- _EXERCISE REQUIREMENTS_: Go through the entries below line by line and count those containing "LIBERTY"; the answer is that count alone.

=== Section Start ===

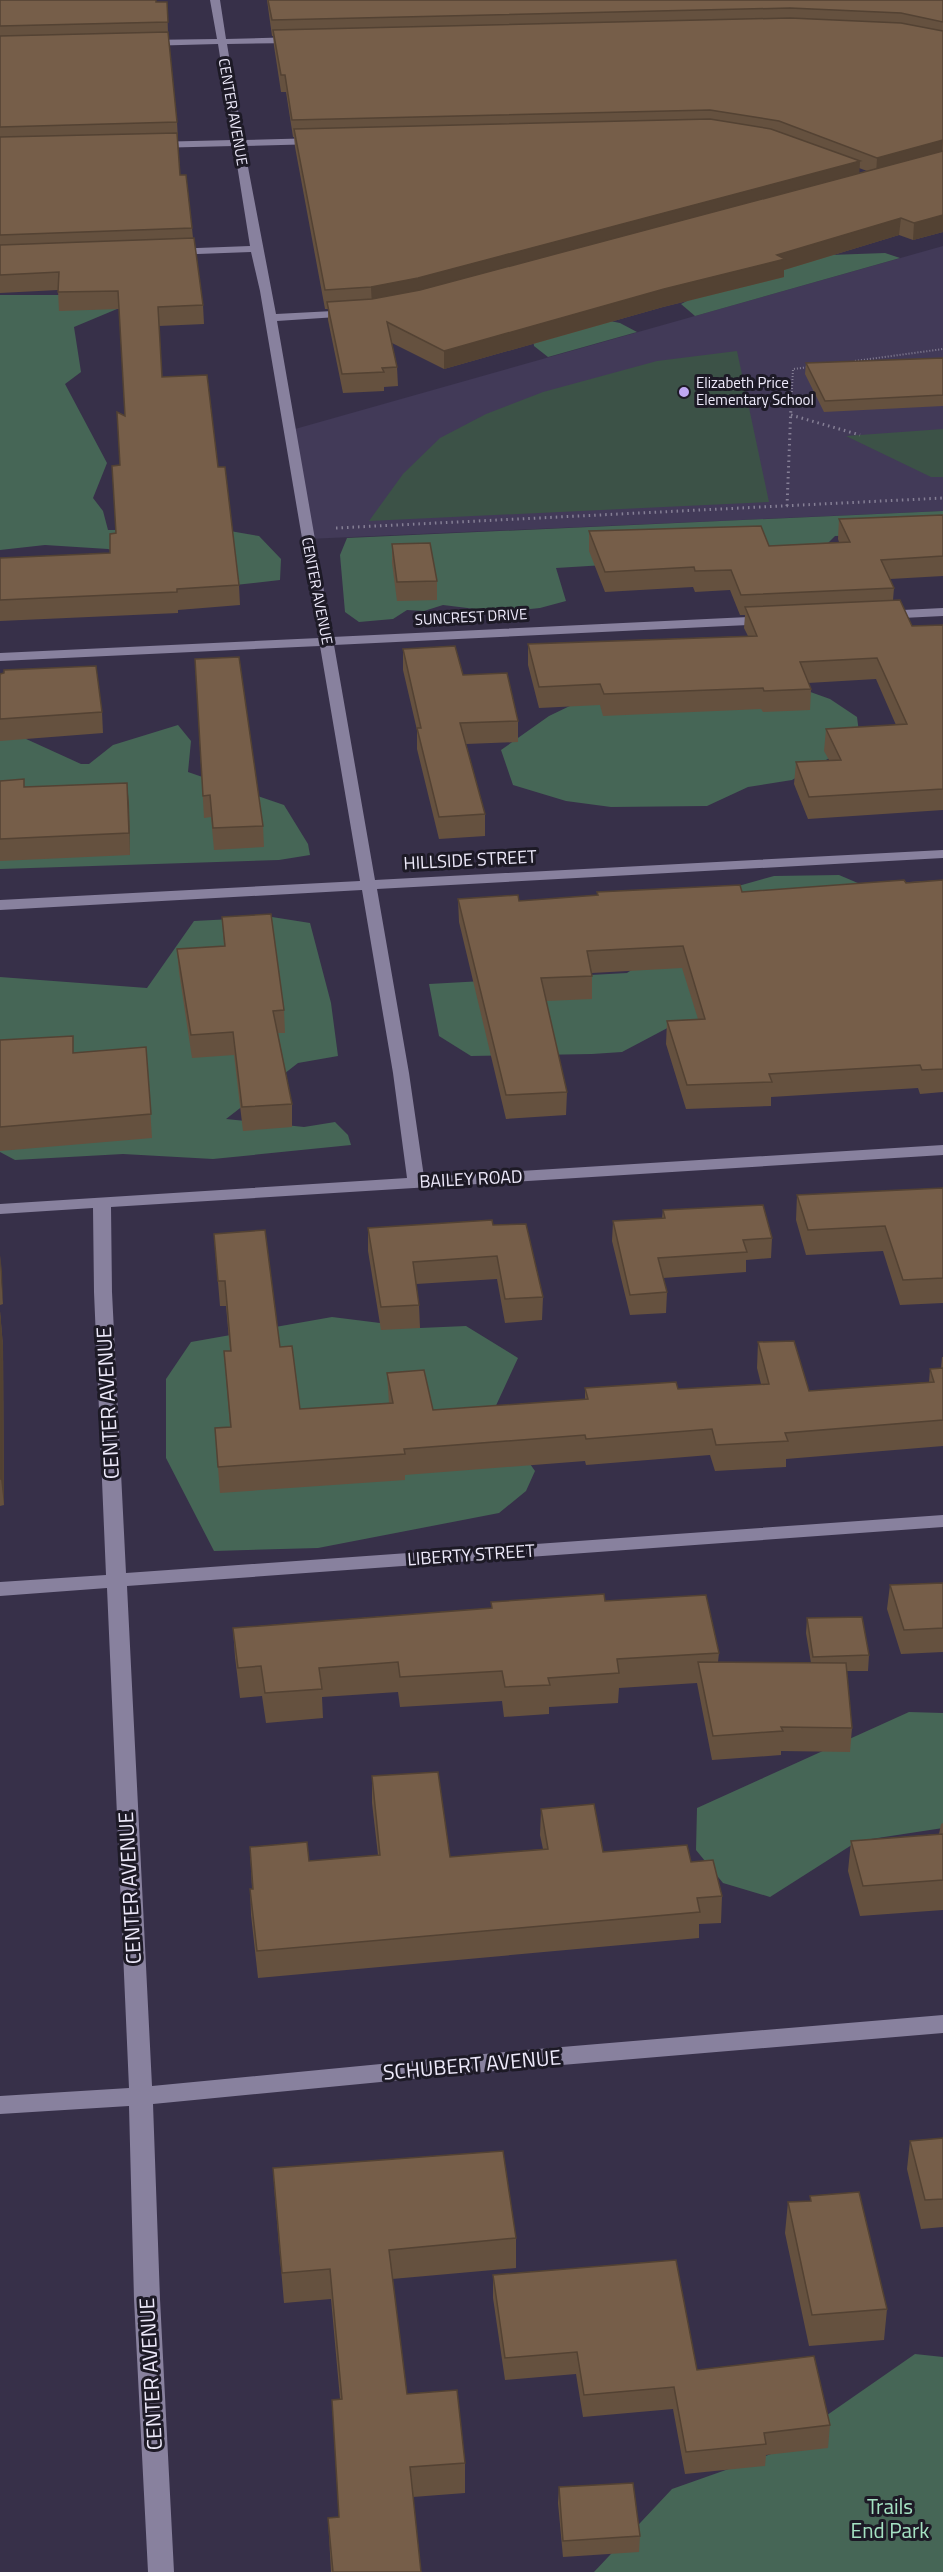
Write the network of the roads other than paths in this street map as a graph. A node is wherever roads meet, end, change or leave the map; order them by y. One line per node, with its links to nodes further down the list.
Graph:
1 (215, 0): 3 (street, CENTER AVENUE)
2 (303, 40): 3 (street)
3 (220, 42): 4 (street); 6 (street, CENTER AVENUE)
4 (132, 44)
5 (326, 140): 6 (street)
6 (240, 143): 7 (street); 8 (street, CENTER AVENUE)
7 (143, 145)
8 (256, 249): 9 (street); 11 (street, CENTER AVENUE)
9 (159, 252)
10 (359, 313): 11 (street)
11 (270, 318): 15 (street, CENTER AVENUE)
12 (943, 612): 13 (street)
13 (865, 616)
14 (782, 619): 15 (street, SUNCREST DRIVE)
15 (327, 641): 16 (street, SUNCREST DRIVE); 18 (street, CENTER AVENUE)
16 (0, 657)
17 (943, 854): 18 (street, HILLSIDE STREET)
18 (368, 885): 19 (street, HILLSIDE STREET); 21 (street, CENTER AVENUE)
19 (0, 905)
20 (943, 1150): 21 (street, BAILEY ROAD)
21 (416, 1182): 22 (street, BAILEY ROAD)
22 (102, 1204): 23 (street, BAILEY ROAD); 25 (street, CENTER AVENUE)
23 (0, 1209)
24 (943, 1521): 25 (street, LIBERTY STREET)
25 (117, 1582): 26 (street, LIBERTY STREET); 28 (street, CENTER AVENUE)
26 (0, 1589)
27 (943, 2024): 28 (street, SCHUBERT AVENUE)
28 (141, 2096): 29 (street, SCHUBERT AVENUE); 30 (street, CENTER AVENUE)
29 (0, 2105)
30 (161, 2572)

=== Section End ===

- _WRITTEN RESPONSE_: 2